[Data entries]
========================

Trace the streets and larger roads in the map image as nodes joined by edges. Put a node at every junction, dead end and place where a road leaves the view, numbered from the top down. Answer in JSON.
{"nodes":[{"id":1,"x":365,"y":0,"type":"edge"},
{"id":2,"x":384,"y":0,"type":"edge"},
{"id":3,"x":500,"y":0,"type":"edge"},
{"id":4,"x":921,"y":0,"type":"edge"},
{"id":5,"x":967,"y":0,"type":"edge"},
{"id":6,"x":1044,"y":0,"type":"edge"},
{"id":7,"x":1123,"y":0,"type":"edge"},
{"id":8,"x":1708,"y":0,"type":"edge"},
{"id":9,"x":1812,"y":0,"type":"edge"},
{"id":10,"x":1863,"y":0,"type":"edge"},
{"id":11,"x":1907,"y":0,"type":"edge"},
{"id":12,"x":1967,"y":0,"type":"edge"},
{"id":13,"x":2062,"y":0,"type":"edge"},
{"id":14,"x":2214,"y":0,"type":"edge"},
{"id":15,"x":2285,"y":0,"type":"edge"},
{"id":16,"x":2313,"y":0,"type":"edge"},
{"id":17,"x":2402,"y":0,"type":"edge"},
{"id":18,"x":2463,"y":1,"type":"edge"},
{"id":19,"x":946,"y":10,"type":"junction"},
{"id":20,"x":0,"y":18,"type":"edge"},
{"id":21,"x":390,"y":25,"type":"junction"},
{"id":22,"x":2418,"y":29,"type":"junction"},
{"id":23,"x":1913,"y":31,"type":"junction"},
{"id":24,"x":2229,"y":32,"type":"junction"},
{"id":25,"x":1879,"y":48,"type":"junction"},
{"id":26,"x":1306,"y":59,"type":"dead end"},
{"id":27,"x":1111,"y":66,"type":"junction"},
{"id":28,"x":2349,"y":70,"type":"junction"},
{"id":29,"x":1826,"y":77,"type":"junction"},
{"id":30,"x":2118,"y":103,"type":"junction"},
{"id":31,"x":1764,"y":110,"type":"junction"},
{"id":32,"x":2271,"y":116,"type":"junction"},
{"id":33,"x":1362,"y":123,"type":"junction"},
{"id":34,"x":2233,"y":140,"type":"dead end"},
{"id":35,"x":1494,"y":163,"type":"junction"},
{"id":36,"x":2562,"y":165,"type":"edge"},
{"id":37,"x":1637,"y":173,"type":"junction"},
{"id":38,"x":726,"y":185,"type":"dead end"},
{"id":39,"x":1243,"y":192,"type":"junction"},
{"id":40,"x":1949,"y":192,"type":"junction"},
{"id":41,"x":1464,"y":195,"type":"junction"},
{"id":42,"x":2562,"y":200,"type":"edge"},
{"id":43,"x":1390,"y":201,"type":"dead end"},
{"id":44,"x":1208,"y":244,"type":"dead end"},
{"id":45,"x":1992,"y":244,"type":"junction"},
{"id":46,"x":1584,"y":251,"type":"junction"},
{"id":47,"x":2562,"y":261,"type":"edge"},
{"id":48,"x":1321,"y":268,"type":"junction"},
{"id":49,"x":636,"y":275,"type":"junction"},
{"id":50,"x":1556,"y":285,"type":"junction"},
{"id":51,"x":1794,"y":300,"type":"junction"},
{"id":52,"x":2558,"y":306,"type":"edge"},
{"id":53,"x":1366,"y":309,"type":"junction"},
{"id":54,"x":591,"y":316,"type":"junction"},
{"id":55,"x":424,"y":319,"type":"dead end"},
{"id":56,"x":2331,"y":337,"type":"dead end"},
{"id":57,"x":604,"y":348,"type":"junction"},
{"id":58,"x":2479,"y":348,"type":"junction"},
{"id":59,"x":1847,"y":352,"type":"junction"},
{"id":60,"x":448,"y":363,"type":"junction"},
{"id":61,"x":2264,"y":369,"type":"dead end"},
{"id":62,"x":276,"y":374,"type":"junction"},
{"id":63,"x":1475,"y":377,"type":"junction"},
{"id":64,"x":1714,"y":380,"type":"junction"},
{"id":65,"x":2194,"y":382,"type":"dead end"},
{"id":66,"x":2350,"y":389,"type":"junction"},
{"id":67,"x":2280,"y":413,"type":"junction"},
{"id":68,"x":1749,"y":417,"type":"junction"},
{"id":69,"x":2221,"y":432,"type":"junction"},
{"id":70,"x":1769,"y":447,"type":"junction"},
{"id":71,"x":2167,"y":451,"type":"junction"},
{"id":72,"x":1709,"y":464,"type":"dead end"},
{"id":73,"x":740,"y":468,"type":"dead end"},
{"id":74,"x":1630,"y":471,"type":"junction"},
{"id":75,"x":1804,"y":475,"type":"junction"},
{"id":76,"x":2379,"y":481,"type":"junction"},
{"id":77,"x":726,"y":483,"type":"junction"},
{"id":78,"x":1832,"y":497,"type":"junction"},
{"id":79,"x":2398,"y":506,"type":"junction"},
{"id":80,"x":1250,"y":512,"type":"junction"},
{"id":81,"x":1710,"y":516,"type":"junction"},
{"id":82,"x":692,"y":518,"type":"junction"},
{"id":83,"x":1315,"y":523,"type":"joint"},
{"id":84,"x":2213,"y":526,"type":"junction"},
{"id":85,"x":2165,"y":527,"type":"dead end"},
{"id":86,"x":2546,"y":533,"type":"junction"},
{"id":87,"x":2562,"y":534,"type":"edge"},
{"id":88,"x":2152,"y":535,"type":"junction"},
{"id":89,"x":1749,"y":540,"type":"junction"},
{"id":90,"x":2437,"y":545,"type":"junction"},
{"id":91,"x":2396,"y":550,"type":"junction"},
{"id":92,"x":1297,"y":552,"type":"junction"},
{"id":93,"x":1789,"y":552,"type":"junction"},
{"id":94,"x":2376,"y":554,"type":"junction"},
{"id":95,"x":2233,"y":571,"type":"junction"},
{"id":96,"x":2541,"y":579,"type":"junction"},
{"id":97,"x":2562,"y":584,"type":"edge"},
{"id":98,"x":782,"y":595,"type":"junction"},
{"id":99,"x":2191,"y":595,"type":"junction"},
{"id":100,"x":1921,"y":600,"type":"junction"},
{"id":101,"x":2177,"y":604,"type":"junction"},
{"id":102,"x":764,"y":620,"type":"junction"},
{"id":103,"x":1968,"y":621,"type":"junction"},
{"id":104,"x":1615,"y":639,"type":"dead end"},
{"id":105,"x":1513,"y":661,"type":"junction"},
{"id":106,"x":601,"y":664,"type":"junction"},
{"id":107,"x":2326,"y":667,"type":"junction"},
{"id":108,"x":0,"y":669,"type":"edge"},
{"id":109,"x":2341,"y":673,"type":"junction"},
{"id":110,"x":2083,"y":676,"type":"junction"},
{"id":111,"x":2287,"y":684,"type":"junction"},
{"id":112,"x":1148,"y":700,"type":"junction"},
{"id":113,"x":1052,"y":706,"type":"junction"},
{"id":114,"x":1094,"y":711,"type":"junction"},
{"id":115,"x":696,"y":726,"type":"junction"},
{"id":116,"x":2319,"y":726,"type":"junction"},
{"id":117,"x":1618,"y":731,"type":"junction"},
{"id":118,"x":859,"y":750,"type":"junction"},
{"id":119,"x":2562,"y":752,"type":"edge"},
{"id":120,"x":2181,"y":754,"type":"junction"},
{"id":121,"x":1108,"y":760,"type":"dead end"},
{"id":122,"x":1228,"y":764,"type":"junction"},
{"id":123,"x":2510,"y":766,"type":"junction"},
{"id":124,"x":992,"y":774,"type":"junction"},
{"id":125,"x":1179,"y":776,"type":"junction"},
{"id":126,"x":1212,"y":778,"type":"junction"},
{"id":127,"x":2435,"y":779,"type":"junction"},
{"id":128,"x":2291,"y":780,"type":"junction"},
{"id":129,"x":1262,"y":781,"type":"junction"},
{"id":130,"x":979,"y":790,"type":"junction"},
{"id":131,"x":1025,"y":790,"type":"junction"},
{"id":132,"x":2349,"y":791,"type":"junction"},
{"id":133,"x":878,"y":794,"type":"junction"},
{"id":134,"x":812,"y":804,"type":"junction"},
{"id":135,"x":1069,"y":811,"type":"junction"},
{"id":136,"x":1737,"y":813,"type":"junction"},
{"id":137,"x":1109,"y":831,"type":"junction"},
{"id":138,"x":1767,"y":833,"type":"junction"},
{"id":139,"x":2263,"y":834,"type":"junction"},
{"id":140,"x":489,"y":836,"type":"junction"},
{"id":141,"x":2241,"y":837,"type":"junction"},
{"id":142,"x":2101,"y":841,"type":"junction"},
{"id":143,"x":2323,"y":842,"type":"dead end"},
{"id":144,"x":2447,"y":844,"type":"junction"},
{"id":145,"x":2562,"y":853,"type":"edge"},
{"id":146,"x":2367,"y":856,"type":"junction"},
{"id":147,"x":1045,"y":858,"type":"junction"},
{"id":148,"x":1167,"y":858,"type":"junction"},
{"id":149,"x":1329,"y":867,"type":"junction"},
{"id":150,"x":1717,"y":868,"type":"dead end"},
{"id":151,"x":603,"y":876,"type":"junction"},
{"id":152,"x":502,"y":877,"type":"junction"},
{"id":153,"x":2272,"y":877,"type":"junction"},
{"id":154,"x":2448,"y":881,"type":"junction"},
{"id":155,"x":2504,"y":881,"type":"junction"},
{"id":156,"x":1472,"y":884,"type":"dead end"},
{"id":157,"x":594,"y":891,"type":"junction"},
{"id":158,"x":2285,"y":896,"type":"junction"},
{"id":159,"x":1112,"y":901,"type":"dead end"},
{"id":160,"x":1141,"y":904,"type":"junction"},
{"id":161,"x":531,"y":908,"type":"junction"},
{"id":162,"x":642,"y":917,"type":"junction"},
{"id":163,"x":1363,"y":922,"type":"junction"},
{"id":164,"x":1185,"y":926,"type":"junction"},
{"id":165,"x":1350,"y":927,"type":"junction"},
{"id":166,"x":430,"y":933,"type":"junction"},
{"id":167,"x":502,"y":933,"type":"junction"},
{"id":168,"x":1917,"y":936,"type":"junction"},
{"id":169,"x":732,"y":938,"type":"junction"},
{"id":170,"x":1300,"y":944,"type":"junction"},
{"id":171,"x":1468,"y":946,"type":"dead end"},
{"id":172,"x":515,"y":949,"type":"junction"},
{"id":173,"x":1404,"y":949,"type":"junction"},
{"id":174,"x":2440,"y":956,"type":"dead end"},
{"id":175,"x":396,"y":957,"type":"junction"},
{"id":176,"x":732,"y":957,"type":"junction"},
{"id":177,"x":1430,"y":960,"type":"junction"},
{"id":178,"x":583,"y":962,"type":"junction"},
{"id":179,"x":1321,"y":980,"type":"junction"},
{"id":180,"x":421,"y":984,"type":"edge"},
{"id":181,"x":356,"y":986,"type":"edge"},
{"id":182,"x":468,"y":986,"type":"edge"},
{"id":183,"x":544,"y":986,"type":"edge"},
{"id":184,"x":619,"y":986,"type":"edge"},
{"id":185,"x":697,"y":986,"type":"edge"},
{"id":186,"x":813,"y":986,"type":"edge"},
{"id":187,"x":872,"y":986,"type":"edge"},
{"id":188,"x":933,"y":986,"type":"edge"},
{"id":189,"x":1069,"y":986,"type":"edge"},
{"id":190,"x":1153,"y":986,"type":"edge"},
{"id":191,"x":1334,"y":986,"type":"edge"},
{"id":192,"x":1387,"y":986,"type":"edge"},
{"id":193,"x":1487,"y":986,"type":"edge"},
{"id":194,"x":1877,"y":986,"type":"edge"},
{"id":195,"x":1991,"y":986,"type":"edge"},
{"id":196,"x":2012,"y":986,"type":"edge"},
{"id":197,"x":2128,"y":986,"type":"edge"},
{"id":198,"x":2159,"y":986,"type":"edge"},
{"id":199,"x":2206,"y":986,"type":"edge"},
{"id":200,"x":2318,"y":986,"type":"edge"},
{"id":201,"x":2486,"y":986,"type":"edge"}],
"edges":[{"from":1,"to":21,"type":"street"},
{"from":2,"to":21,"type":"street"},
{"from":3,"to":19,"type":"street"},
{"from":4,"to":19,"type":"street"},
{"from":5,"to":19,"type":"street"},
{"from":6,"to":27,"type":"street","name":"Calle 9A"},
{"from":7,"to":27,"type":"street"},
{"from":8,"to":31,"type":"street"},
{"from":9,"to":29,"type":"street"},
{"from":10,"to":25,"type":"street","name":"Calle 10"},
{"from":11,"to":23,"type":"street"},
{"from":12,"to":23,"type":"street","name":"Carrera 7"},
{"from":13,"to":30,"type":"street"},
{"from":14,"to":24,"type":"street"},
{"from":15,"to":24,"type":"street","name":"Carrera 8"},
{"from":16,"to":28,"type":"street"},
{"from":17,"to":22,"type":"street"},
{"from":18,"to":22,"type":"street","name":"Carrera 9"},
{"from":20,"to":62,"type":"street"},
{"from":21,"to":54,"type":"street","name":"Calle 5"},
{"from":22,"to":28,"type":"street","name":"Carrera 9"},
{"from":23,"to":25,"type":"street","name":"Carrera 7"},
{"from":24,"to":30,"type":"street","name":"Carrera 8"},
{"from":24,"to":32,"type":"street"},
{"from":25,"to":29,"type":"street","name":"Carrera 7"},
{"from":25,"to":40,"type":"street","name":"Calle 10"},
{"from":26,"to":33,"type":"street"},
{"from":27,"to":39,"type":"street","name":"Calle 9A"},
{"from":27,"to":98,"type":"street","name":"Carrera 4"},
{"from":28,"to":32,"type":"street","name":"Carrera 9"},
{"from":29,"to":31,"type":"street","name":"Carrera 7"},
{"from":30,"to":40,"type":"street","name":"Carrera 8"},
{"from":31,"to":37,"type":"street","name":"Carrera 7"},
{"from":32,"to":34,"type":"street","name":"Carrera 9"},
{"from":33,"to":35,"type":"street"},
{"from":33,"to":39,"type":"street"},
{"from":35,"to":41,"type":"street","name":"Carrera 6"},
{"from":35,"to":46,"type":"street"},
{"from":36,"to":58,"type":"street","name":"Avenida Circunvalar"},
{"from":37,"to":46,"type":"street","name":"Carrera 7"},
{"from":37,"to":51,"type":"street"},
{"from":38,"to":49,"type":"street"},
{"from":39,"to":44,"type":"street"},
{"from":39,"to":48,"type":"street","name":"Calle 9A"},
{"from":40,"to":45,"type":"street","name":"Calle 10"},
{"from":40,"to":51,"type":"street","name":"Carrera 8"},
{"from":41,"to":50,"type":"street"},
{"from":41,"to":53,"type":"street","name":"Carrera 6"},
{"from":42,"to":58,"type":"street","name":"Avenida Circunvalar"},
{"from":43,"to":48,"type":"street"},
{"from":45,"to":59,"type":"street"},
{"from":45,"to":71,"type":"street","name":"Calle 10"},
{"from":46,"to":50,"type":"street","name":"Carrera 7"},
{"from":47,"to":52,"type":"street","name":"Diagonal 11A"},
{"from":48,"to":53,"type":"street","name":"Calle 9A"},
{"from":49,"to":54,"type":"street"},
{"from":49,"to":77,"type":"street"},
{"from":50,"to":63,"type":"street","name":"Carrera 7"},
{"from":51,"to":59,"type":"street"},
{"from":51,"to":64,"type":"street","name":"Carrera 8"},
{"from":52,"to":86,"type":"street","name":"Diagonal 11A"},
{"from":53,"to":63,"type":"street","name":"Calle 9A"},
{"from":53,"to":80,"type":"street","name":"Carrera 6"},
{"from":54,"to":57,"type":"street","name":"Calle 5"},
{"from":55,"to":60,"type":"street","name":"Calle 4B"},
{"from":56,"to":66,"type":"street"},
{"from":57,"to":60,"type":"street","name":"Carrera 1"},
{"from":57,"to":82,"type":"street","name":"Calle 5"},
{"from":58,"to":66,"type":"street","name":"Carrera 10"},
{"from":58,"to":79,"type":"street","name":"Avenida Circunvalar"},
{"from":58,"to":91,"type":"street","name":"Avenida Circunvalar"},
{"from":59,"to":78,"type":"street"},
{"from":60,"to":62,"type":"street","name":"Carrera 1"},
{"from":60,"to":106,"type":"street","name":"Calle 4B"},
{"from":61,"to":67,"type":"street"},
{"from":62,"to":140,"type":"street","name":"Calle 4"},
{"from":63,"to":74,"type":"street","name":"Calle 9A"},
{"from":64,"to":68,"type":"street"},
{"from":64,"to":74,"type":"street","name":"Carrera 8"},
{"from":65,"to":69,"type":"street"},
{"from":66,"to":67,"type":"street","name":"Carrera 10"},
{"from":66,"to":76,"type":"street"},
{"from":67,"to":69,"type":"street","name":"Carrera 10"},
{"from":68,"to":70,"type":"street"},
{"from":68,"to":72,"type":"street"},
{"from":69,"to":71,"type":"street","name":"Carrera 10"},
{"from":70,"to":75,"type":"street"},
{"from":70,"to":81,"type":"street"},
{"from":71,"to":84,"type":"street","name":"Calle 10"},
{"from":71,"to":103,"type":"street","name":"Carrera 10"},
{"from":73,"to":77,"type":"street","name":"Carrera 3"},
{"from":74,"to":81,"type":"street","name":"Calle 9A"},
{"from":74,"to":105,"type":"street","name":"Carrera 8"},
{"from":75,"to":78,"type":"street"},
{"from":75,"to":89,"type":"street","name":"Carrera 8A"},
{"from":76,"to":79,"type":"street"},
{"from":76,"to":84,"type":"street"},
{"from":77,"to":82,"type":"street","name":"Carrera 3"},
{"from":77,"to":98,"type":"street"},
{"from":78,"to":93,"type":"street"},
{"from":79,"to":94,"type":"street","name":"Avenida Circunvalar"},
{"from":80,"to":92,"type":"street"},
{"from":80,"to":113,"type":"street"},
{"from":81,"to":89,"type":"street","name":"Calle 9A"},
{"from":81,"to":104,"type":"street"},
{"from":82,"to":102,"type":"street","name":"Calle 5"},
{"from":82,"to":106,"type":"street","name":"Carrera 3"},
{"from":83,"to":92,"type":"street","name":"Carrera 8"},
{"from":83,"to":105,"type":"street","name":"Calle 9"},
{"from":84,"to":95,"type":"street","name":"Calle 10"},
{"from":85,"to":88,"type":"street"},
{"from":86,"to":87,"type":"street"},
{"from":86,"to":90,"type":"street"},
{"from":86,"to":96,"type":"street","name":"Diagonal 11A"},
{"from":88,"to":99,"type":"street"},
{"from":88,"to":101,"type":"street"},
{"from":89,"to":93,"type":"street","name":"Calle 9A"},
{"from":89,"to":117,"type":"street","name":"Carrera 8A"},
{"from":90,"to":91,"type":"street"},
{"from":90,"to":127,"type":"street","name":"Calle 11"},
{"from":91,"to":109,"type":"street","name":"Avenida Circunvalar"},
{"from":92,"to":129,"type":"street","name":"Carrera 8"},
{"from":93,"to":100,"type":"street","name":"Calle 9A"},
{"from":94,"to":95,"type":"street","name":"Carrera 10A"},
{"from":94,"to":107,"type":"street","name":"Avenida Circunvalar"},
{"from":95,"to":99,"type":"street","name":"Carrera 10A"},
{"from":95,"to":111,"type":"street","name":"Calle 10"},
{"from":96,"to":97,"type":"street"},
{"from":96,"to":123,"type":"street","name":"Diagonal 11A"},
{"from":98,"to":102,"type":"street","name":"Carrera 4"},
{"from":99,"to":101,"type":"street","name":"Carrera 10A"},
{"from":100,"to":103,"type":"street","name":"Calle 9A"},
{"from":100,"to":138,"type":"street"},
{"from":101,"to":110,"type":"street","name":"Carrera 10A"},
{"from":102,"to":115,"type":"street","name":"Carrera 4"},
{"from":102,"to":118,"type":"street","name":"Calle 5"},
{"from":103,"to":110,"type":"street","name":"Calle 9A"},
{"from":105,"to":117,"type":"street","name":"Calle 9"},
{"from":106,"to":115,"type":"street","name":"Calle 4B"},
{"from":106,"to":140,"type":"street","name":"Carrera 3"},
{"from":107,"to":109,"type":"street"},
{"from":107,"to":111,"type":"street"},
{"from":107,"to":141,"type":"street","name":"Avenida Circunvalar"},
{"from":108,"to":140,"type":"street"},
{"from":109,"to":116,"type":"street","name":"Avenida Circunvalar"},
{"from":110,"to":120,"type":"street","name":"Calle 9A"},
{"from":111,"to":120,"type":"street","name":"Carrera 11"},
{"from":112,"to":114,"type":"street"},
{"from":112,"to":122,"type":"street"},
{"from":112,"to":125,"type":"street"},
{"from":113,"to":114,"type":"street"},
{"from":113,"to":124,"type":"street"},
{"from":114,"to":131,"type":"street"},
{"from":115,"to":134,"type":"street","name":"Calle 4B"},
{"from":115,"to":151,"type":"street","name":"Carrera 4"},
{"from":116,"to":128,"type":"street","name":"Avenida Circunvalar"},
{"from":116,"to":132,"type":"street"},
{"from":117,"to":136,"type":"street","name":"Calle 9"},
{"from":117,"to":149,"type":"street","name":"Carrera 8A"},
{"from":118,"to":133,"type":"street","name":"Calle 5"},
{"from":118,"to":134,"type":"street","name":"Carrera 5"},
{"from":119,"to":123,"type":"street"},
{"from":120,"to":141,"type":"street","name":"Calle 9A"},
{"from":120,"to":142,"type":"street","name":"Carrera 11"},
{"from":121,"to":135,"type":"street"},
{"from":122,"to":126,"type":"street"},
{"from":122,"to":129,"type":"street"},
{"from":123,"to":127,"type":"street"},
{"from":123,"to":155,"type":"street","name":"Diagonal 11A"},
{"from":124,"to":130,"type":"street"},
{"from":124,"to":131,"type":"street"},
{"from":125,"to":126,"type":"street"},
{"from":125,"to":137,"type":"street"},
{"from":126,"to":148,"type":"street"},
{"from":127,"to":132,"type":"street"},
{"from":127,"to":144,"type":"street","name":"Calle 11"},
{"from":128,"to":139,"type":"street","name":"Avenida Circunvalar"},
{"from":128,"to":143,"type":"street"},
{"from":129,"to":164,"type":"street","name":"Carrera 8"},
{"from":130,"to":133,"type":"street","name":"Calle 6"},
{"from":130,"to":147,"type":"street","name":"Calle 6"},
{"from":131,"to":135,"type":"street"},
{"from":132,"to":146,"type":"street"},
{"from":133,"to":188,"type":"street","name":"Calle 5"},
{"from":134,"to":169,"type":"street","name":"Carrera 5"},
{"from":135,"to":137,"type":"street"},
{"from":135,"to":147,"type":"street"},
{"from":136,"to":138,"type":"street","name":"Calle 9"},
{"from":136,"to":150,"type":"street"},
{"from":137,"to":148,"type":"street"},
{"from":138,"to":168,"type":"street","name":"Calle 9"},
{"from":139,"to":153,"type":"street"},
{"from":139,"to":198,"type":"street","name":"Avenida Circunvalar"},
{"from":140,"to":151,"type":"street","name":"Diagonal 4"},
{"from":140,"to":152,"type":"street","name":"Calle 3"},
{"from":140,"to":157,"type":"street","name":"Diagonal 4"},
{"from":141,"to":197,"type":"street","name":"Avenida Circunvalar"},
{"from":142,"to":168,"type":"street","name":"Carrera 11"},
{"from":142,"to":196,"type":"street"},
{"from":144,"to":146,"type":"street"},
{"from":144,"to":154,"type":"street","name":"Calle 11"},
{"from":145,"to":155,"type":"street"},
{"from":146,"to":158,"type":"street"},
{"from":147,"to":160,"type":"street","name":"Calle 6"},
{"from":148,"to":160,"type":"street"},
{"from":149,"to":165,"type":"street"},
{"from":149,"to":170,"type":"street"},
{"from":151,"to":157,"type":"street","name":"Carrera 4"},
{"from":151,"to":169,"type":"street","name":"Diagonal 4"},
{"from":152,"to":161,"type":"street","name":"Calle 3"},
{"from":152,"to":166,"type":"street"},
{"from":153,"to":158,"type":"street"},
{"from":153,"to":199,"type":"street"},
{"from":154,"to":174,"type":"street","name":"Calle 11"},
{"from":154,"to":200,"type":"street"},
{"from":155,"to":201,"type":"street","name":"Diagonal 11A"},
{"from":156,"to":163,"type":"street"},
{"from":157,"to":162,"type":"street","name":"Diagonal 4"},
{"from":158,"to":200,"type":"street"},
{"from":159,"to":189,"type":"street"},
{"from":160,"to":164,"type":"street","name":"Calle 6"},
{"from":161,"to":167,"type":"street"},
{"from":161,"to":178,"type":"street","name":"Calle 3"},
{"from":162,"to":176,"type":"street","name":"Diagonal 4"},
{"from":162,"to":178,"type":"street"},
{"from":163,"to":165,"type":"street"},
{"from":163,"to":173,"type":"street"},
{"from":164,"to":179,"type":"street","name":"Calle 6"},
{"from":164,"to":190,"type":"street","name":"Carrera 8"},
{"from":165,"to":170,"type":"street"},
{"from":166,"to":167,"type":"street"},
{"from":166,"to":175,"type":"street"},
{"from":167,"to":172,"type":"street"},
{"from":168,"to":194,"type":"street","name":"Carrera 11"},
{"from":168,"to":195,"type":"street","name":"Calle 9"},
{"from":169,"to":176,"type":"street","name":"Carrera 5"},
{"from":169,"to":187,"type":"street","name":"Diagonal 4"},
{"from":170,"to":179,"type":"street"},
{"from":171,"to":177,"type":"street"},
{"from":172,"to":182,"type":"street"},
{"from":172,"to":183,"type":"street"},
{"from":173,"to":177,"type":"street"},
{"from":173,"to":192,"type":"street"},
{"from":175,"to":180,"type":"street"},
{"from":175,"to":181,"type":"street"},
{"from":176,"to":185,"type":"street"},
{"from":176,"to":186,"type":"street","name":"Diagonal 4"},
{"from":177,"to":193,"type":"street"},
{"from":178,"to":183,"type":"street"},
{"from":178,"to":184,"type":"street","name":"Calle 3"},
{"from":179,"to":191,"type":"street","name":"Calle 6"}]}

========================

To do =
Go through the records and gather the lines that hold "nodes".

Answer section =
Trace the streets and larger roads in the map image as nodes joined by edges. Put a node at every junction, dead end and place where a road leaves the view, numbered from the top down. Answer in JSON.
{"nodes":[{"id":1,"x":365,"y":0,"type":"edge"},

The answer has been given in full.